Os PCN+ (BRASIL, 2002, p.35) incentivam o ensino de ciências na sua relação com outras manifestações culturais. Eles indicam um amplo conjunto de atividades que poderiam ser desenvolvidas pelos professores com os seus alunos, tais como: visitas a museus, planetários, exposições, centro de ciências, o uso em sala de aula de produções literárias, peças de teatro, letras de musica, e poesias, as quais propiciam a atribuição de significados e sentidos ao conhecimento cientifico em dimensões consideradas 'mais humanas'.
Para ensinar Física como parte integrante da cultura, é preciso descodificar a sua visão como uma disciplina que só apresenta fenômenos naturais, através de um aparato conceitual que privilegia a abstração matemática e esquece os processos históricos de sua constituição. Certamente isto incita a uma reflexão sobre os conteúdos e métodos de ensino.
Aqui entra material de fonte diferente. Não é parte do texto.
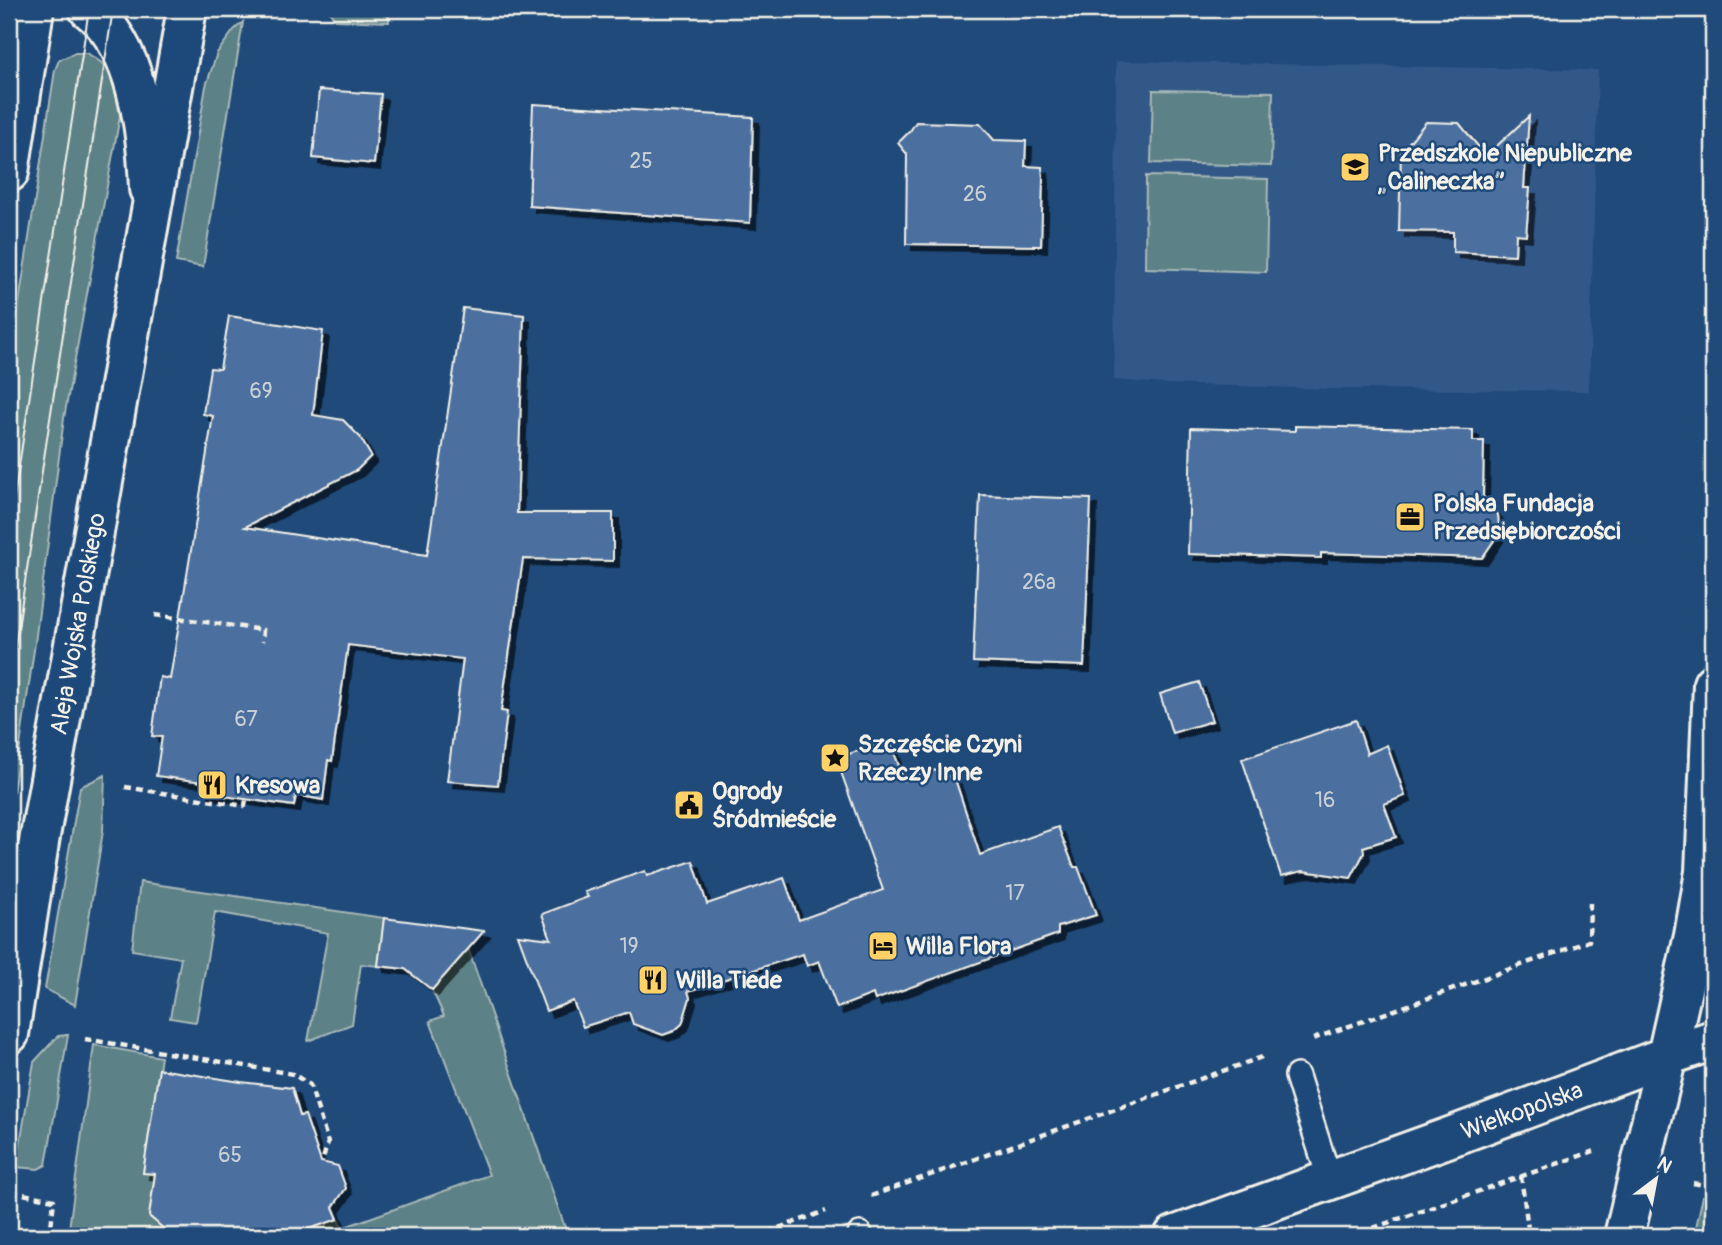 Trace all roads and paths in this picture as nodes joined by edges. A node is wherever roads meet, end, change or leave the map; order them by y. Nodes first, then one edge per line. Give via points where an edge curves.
1 (34, 9) edge
2 (89, 9) edge
3 (187, 9) edge
4 (9, 172) edge
5 (150, 215) junction
6 (155, 615) dead end
7 (262, 642) dead end
8 (1713, 684) edge
9 (125, 787) dead end
10 (246, 799) dead end
11 (1590, 903) dead end
12 (9, 1034) edge
13 (85, 1039) dead end
14 (1713, 1040) edge
15 (1301, 1043) dead end
16 (1667, 1056) junction
17 (1262, 1057) dead end
18 (1297, 1076) dead end
19 (1650, 1131) junction
20 (322, 1162) dead end
21 (1521, 1176) junction
22 (1330, 1181) junction
23 (1693, 1183) dead end
24 (1713, 1188) edge
25 (12, 1192) dead end
26 (859, 1200) dead end
27 (833, 1209) dead end
28 (50, 1236) edge
29 (756, 1236) edge
30 (1174, 1236) edge
31 (1350, 1236) edge
32 (1530, 1236) edge
33 (1624, 1236) edge

1 - 4 street
2 - 5 street, Aleja Wojska Polskiego via 110,30 133,80 145,139
3 - 5 street, Aleja Wojska Polskiego
5 - 12 street, Aleja Wojska Polskiego
6 - 7 path via 263,630
8 - 16 street via 1705,872
9 - 10 path via 245,806
11 - 15 path via 1589,941
13 - 20 path via 293,1074 310,1085 328,1142
14 - 16 street, Wielkopolska
16 - 19 street
16 - 22 street, Wielkopolska
17 - 26 path
18 - 22 lane
19 - 21 path
19 - 33 street
21 - 31 path
21 - 32 path
22 - 30 street, Wielkopolska
23 - 24 path
25 - 28 path via 54,1200
27 - 29 path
## OS CONTEÚDOS ATITUDINAIS NO ENSINO DE FÍSICA
A construção da categoria didática conteúdo de ensino (o que ensinar?) de forma tal que a sintonize com objetivos de ensino (para que ensinar?) e que não se esgotem com a aprendizagem do saber físico, nos obriga a procurar subsídios não apenas na Física, mas também em outras ciências que lidam com as atitudes das pessoas e com os processos necessários para um determinado fazer. Como resultado desse diálogo de várias disciplinas, tem emergido uma determinada tipologia de conteúdos: conceituais, procedimentais e atitudinais (Coll, 2000; Pozo e Gomes Crespo, 1998 p.120), que pode orientar a atuação do professor em sala de aula com vistas a consecução de objetivos de ensino de Física previamente determinados, como, por exemplo, os acima aludidos à relação da Física com a Cultura. A separação dos conteúdos nessa tipologia constitui um recurso de análise. Não é difícil constatar que a aprendizagem de conceitos implica no uso de determinados procedimentos e revela determinadas atitudes.
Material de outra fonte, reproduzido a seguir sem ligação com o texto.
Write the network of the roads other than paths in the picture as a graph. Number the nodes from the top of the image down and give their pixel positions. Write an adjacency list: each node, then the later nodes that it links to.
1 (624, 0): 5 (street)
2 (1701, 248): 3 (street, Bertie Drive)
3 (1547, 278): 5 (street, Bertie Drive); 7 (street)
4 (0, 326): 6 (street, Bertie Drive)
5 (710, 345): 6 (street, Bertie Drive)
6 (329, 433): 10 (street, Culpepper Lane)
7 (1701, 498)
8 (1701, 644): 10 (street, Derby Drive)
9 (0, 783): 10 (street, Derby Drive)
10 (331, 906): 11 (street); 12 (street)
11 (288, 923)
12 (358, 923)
Os conteúdos atitudinais estão relacionados às normas, valores e atitudes que permeiam todas as ações educativas. Uma conceituação de atitudes apresentada com bastante frequência nos cursos de formação de professores é a seguinte:
Tendências ou disposições adquiridas e relativamente duradoras a avaliar de um modo determinado um objeto, pessoa, acontecimento ou situação e a atuar de acordo com essa avaliação. (Coll, 2000, p.122).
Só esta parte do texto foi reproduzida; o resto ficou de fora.